Annual Letters
- Sarnav
- Mar 31
- 4 min read
Updated: Apr 7
If I had asked you exactly one year ago what you were doing, what you were thinking or what situation you were in, would you have been able to give me a definite answer? Probably not. But there is a way of knowing.
There is an idea that I have adopted as a principle, and I do not hesitate to express it often, both in my writings and in conversations with my friends, when the subject comes up.
A person's life can change completely in at least 6-12 months.
Let's scale that up. Fast forward 10 years ago. You won't find this difficult because the years that have passed have already made you a completely different person. It shouldn't be too hard to notice.
Now do the same for 5 years. Even if you don't find it difficult, at first you will think that this is the year 2020 and what happened around you or what you did in that year. Again, it will not take you long to make a decision.
But is it possible to say that so quickly for 1 year ago?
First you will use the same method: You will go back to the spring of 2024, try to remember what happened in your life during that period, and you will come to points where you will be in a dilemma before making a decision.
“Did this happen last year or the year before? I'm not sure. I think I'm confused."
True, you are not the same person, there is no doubt about that. But remembering is a process that develops by connecting different events. So you will read some of the notes you took, analyse some of the pictures you saved, or maybe get help from your family/friends.
I don't know how many of you still do this, but the calendars we traditionally hang on the wall, put on the desk, but only look at occasionally, give us the feeling that they don't have much value over time. It should be the other way round; the days and memories that pass should have validity. Even if they do not have the same vitality as on the first day, when we think about them they should remind us of where we have come from and what we have done.

Photo by Liam Truong on Unsplash
There is an attempt to do this that I started in 2014. Today I am going to continue it for another year.
In the beginning, while chatting with a friend, we came up with the idea of writing letters to each other. After writing them, we put them in a box and hid them (we buried them at the bottom of a tree) and dreamt of reading them a year later.
At the same time, I made a note so that I would not forget to get the box out after a year, and I did not forget to add some of my feelings. Time after time, things did not go the way we thought they would and our friendship ended. And who knows what happened to the box.
All I had left was my note and a me surrounded by different thoughts for the next year. I wanted to put a positive spin on the situation, so I decided to make it a tradition and in March I wrote a letter, this time not to someone else, but to myself. I have never stopped since then and will continue to do so today.
Not surprisingly, there were many differences between the new me and the me of each year, let alone the me of 2014. Furthermore, although I thought of myself as a stationary, slow and quiet individual, this was how I could evolve. I realised that life somehow pulled us to different points. No matter who we were, this was definitely the case.

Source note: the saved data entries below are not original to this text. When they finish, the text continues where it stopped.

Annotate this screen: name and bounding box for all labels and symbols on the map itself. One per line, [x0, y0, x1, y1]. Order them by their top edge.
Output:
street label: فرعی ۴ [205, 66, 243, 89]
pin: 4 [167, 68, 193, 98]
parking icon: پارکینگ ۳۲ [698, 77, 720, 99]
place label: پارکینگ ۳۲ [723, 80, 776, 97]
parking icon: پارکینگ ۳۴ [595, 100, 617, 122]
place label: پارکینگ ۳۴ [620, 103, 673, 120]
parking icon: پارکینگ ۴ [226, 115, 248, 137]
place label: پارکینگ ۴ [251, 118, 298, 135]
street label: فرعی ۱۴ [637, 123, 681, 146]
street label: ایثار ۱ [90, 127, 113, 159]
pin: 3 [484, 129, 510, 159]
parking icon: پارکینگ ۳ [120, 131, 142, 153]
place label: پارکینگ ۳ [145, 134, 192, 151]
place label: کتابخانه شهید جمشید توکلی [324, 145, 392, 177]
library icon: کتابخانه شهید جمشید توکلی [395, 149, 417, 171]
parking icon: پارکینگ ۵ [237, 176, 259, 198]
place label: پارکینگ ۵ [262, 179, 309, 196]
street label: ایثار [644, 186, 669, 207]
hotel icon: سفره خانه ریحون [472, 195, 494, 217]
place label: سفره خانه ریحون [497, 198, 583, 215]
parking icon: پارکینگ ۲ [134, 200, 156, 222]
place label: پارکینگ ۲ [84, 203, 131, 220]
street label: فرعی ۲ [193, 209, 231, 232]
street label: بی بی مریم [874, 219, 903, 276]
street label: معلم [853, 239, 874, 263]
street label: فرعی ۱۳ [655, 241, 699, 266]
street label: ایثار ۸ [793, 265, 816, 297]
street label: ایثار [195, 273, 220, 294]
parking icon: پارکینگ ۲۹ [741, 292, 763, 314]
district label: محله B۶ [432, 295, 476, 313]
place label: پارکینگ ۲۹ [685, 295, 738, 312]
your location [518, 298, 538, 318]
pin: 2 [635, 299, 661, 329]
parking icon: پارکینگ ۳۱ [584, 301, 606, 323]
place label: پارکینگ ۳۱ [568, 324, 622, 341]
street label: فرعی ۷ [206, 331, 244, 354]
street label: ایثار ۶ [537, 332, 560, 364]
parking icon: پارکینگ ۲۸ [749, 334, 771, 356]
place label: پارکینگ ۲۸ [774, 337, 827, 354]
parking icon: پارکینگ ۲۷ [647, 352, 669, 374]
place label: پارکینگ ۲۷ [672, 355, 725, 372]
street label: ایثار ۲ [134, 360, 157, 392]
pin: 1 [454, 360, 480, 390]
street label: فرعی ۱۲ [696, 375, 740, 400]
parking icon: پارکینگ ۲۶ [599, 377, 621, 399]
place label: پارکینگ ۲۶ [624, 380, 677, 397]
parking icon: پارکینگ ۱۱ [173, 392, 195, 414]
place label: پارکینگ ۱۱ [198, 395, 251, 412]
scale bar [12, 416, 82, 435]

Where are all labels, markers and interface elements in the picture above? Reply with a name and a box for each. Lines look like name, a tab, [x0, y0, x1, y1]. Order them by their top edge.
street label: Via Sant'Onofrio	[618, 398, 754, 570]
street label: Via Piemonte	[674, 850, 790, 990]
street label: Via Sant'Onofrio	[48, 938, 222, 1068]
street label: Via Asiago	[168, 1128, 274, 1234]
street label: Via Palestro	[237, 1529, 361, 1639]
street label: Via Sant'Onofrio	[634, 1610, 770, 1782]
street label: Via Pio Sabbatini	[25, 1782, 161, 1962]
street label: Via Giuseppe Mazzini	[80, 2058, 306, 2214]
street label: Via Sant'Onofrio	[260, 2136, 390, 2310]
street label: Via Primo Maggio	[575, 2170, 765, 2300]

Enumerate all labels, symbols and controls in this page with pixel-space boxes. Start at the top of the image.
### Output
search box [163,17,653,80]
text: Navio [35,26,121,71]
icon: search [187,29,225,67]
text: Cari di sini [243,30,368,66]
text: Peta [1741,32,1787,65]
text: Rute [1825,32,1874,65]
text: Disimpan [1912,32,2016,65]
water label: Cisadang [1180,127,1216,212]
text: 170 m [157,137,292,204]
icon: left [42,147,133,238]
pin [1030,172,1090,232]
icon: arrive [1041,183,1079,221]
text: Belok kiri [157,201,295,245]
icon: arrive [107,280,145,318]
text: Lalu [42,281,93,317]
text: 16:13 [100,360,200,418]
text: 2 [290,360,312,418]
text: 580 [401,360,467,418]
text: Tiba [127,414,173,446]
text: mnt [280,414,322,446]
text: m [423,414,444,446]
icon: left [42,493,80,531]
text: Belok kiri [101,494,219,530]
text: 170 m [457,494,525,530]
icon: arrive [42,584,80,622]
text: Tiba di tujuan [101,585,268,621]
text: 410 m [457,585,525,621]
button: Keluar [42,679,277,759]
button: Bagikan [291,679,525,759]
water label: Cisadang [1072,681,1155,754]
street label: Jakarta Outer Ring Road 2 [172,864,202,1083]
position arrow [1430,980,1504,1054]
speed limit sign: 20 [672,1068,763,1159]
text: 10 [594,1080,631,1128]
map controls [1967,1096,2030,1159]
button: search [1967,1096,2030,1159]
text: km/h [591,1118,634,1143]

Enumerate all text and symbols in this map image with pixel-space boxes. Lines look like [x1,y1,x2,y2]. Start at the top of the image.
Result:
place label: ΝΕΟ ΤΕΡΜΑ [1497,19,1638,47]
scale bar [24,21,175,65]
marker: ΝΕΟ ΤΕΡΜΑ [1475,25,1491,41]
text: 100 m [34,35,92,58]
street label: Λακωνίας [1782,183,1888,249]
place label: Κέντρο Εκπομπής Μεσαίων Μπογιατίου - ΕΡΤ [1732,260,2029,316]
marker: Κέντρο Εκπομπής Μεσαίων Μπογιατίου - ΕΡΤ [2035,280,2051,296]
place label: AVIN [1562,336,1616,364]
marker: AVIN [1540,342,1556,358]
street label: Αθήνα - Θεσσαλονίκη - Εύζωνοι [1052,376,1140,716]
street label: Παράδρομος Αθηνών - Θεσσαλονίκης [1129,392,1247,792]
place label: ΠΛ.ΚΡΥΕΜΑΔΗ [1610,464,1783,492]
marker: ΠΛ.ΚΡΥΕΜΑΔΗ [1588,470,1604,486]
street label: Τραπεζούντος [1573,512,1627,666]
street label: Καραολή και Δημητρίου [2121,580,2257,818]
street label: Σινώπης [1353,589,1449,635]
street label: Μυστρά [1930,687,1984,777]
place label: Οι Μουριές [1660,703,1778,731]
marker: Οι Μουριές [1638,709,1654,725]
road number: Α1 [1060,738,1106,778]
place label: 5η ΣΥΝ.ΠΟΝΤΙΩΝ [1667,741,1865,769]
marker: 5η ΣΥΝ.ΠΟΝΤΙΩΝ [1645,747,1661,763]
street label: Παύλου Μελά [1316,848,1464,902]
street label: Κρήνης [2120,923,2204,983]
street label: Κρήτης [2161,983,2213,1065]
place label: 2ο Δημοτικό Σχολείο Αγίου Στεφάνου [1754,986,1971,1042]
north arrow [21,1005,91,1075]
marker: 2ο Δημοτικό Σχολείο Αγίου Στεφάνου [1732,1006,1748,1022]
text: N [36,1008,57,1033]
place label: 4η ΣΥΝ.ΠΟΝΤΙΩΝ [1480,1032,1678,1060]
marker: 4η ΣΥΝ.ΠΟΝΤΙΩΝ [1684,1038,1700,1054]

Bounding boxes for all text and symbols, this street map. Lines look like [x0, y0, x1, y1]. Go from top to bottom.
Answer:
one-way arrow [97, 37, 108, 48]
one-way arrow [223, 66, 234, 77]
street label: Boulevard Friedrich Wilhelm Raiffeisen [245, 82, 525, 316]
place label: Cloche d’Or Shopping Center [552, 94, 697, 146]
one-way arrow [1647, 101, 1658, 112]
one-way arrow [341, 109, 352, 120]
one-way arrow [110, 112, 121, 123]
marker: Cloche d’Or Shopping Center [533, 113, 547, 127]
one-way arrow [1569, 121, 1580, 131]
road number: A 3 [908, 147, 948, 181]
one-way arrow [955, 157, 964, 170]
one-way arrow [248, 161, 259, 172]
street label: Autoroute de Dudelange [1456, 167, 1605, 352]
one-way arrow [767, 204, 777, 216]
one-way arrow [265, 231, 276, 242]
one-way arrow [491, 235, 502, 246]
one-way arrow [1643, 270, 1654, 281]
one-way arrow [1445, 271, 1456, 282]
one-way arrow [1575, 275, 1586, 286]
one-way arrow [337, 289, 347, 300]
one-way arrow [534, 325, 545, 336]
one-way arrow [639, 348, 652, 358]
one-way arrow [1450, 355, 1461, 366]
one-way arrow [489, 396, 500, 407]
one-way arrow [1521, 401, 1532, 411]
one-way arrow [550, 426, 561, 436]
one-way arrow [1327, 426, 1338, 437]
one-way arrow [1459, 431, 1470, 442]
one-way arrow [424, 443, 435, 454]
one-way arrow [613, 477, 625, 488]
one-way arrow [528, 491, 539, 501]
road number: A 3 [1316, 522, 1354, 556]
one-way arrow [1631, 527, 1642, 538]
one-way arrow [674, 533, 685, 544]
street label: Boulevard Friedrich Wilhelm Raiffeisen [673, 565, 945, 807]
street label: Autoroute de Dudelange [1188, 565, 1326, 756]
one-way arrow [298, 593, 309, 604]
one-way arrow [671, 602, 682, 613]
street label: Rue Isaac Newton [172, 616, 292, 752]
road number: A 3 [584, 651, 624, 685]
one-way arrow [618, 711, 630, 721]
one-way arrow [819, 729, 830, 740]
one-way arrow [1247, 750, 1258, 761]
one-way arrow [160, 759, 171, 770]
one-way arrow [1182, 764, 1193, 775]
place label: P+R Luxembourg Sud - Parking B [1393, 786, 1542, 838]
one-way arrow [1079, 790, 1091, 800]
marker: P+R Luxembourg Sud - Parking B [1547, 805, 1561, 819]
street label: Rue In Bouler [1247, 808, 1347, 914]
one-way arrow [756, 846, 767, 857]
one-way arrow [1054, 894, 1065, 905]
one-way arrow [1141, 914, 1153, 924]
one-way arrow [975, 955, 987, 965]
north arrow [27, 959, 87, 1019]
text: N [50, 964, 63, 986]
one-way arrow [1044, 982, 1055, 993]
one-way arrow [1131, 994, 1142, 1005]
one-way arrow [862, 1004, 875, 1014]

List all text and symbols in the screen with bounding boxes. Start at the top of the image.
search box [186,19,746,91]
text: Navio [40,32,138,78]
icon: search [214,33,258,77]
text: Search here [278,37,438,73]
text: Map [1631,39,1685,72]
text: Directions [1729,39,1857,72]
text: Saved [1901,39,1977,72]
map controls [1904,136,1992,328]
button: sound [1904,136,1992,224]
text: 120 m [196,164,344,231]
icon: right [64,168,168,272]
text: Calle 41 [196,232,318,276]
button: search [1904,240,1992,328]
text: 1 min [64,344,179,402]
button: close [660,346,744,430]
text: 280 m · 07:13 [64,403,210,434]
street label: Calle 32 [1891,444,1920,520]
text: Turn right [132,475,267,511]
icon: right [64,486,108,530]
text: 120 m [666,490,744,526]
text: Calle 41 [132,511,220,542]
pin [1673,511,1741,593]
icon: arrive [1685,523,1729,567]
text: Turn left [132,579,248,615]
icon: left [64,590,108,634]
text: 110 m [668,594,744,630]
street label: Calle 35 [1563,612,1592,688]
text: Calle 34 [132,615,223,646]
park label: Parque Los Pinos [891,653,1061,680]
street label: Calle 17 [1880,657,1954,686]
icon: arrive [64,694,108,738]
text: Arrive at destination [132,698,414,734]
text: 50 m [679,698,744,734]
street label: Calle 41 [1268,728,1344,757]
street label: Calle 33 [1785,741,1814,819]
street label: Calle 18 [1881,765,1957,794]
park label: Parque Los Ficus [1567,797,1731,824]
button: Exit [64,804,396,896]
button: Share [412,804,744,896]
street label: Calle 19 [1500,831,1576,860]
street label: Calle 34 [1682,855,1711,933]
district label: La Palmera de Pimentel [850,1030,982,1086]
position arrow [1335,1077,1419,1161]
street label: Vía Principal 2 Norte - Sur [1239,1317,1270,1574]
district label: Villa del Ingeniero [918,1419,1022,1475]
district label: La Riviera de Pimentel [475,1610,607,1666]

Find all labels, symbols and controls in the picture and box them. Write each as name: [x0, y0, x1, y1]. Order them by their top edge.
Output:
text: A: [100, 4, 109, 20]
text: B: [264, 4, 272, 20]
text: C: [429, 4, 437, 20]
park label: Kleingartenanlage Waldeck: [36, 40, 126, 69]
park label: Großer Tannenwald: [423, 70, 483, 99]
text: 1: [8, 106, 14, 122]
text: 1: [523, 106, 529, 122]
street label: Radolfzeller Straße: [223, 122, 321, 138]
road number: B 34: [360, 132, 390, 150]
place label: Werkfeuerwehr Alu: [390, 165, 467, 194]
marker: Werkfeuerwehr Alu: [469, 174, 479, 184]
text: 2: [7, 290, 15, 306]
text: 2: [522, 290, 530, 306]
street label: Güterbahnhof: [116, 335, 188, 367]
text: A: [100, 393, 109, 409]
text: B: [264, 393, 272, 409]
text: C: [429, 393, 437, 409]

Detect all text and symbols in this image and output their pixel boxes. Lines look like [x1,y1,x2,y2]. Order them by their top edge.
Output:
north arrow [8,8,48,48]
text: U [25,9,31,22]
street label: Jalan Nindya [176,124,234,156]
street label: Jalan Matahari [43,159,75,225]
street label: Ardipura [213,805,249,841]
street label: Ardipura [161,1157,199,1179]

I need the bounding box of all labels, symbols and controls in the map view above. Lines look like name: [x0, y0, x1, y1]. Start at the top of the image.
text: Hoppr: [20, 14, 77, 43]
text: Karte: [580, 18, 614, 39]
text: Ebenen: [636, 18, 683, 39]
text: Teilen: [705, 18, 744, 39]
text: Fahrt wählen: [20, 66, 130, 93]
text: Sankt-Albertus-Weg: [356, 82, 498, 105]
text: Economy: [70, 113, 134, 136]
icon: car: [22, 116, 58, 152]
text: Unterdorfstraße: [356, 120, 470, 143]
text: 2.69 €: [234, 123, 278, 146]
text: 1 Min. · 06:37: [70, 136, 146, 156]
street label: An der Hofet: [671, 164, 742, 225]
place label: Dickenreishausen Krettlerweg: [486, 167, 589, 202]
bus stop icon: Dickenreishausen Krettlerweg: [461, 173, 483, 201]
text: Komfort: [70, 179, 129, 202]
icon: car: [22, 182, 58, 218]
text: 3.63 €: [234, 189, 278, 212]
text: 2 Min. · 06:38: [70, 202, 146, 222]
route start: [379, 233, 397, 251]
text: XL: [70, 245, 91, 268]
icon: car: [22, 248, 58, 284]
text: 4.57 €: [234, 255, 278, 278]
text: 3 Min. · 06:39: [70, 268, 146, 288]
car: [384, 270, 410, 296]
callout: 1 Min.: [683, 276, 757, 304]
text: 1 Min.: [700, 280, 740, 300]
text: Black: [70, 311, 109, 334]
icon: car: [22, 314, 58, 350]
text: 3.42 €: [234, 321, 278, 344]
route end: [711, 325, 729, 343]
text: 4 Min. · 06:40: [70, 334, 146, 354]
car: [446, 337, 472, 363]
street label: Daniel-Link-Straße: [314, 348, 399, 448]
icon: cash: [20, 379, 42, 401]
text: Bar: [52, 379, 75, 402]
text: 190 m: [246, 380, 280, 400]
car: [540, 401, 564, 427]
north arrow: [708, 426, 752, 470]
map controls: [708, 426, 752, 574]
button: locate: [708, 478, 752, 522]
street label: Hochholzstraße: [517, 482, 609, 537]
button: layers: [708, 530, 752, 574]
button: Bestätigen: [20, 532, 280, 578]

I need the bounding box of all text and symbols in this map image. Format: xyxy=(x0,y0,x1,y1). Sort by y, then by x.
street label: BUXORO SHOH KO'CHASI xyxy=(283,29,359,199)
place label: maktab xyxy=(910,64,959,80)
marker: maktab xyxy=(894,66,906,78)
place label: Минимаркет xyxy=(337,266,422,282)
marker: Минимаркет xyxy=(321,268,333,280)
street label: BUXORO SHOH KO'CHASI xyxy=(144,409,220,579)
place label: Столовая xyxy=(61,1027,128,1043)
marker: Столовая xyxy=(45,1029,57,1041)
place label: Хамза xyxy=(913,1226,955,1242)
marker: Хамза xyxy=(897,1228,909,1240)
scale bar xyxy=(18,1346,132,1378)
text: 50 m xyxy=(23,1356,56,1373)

The magic of the process was enough to hold me. To see that my life, which I saw as simple and quiet, had actually changed more than I had expected, made me realise. In recent years, whenever I have such thoughts, I remember the content of the letters I wrote. What I left a year later never stayed the same, but always took a different form.
You could see that in a negative way. Sometimes I would say: “I can't even keep my dreams for a year, what a mess!” But if I hadn't done them, I wouldn't have found the possibilities to strive for my new desires. So all these things I have written make me grateful again for the value of the moment and all the positive/negative experiences.
So there you have it. I don't know if the me of 2014 could have predicted that I would carry on, but he would have been proud. Even though I continue in different directions and forms from the original plan, I am careful not to break my chain.
I have done some research to form my subsequent letters into a pattern. I use the app FutureMe, which I first sent by email and which I now know has become an application. You write your letter and send it for a future date. When that date arrives, you get a notification and you can continue if you like, it's as simple as that. I invite you to gather your thoughts and feelings today or on a day when you feel good and then write a letter and seal it for a future date.
We always say, "How quickly the years go by". But 1 year is even longer than we think, a long time. We only realise it when it is over.